In Monday’s ensuing uproar, United CEO Oscar Munoz released a statement: “This is an upsetting event to all of us here at United. I apologize for having to re-accommodate these customers. Our team is moving with a sense of urgency to work with the authorities and conduct our own detailed review of what happened. We are also reaching out to this passenger to talk directly to him and further address and resolve this situation.”
We aren’t naive; we understand that airlines, hotels and restaurants routinely overbook because some customers cancel or simply don’t show up. You can make the case that, in the aggregate, overbooking allows more people to fly, sleep and eat because fewer accommodations, including airplane seats, go unused.
But if United plays that game, it has to own the risk — specifically the risk of having to raise, and raise, the compensation offer until someone accepts it.

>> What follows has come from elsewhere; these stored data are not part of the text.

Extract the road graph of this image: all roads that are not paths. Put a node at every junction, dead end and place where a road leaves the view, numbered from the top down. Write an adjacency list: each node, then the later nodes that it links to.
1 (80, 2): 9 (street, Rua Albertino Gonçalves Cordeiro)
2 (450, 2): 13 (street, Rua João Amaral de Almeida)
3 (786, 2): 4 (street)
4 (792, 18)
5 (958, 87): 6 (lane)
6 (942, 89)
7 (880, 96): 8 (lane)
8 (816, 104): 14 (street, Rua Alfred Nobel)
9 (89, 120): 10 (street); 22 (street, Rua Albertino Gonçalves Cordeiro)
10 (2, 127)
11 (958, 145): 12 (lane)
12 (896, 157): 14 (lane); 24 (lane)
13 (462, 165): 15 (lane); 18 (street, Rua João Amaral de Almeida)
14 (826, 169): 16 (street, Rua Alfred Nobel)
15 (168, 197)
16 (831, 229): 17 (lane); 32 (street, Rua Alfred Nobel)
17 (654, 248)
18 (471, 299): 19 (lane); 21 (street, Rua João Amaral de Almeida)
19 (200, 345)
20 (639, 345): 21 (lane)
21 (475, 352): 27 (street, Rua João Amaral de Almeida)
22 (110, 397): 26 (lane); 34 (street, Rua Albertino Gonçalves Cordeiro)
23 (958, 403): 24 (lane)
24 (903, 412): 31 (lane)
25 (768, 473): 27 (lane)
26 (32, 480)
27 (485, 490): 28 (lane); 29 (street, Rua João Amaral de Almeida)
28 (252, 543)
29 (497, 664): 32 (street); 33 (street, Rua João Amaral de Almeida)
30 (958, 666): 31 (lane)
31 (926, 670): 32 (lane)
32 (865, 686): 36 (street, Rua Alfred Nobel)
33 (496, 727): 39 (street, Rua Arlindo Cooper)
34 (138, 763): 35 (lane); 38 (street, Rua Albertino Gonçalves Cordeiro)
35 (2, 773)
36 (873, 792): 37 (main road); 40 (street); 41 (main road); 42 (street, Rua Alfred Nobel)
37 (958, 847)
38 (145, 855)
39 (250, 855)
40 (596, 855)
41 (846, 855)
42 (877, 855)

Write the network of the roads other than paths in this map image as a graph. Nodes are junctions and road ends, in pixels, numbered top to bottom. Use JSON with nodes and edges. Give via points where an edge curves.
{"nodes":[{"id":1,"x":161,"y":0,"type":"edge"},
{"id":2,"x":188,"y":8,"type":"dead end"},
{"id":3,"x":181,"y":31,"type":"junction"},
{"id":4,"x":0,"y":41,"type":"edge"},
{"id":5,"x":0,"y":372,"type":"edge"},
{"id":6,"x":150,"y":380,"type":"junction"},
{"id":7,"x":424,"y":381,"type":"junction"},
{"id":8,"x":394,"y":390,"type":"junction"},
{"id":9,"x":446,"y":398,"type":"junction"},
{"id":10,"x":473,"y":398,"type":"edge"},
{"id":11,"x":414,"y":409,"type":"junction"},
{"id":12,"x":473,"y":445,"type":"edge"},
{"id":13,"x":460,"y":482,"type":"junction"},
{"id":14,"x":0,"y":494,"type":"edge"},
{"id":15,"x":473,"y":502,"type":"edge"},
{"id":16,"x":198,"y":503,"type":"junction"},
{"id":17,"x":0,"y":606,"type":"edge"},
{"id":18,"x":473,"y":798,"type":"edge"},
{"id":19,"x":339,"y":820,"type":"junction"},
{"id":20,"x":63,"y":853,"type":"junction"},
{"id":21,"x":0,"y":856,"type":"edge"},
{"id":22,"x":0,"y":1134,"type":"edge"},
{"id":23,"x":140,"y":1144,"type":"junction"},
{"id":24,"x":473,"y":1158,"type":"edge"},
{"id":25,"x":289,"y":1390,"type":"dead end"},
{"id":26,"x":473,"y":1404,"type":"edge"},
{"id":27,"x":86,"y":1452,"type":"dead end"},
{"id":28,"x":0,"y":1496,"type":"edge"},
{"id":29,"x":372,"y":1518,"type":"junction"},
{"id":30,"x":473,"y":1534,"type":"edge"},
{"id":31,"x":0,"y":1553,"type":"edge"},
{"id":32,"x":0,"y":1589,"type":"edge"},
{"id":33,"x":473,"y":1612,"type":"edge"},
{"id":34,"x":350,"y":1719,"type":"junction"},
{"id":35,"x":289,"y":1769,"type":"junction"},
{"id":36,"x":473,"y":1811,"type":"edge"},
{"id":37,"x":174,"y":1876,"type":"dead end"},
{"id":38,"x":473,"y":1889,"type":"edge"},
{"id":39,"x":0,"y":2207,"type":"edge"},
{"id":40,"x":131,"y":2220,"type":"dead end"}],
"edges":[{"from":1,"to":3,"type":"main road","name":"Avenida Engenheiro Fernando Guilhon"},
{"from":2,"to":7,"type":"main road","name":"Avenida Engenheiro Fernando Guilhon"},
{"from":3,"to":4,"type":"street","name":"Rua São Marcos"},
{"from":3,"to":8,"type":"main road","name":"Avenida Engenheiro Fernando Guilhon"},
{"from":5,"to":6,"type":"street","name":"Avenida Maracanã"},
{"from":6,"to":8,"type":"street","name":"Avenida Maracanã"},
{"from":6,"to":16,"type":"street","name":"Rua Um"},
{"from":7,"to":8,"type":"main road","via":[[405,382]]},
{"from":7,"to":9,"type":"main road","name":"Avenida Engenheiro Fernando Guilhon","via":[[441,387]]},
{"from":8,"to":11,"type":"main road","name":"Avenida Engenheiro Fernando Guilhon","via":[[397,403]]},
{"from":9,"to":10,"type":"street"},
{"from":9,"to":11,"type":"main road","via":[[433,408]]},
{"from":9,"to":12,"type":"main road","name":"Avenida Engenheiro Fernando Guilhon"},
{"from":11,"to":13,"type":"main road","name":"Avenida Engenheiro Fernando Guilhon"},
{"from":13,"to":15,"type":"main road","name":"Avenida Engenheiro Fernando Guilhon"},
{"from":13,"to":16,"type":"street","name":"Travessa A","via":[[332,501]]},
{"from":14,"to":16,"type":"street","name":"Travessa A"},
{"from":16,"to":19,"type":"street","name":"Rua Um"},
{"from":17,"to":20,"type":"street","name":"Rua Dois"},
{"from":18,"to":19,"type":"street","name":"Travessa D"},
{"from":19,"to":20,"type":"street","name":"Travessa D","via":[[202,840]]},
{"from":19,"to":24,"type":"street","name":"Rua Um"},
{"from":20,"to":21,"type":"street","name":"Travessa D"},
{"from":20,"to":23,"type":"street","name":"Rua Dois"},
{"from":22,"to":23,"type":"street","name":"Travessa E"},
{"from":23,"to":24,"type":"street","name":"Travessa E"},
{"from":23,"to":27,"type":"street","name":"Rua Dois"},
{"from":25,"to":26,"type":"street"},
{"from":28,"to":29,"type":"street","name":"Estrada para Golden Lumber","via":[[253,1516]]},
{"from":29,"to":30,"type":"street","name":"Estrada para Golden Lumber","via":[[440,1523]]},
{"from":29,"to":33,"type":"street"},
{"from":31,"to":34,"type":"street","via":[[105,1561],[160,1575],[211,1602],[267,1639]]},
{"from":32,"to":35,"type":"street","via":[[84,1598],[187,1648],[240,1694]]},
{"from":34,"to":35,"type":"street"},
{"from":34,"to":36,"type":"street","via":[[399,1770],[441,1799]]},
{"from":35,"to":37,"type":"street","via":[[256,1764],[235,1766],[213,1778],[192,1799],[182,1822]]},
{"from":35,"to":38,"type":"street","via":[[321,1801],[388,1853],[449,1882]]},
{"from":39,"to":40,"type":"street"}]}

Unfortunately for United, passengers are watching one of its paying customers be assaulted on the same day Forbes published an account of how to handle just such a situation: “Why Delta Air Lines Paid Me $11,000 Not To Fly To Florida This Weekend.” The writer, Laura Begley Bloom, recounts a saga in which she, her husband and daughter negotiated with Delta agents and wound up agreeing to cancel their plans. “But we can’t complain,” she writes. “Do the math — my family and I made about $11,000 from Delta this weekend. And it didn’t cost us anything besides our time (and a missed trip).”
Mr. Munoz, have everyone at United read the Forbes article. If your airline wouldn’t or couldn’t make its employees wait for another flight, or fly a different route, or rent a car and drive to Louisville, then United should have accepted what Delta evidently accepts: this may cost us a lot, but it’s cheaper than the headaches if the world sees us manhandling our paying passengers.
This incident follows a March 26 social media uproar for United after a gate agent barred two teenagers from boarding a flight because they were wearing leggings. The leggings were a violation of United’s buddy pass dress code: the teens were flying under a friends-and-family program of United employees, which requires them to meet clothing standards when flying. A younger girl estimated by one witness to be about 10 years old pulled a dress over her leggings before she was allowed to board.
United firmly stood by its dress code during that “situation,” even though the dress code requirements seem to target females more than males — no leggings, tight clothes or short skirts, but men using a buddy pass and wearing athletic pants would supposedly be allowed.
And now this far, far worse explosion on social media — video of a passenger being dragged off a plane.
Certainly not a good reflection of United, and not a good reflection of security personnel at O’Hare. There were so many options on how to handle a passenger determined to get home on an overbooked flight. United picked the worst.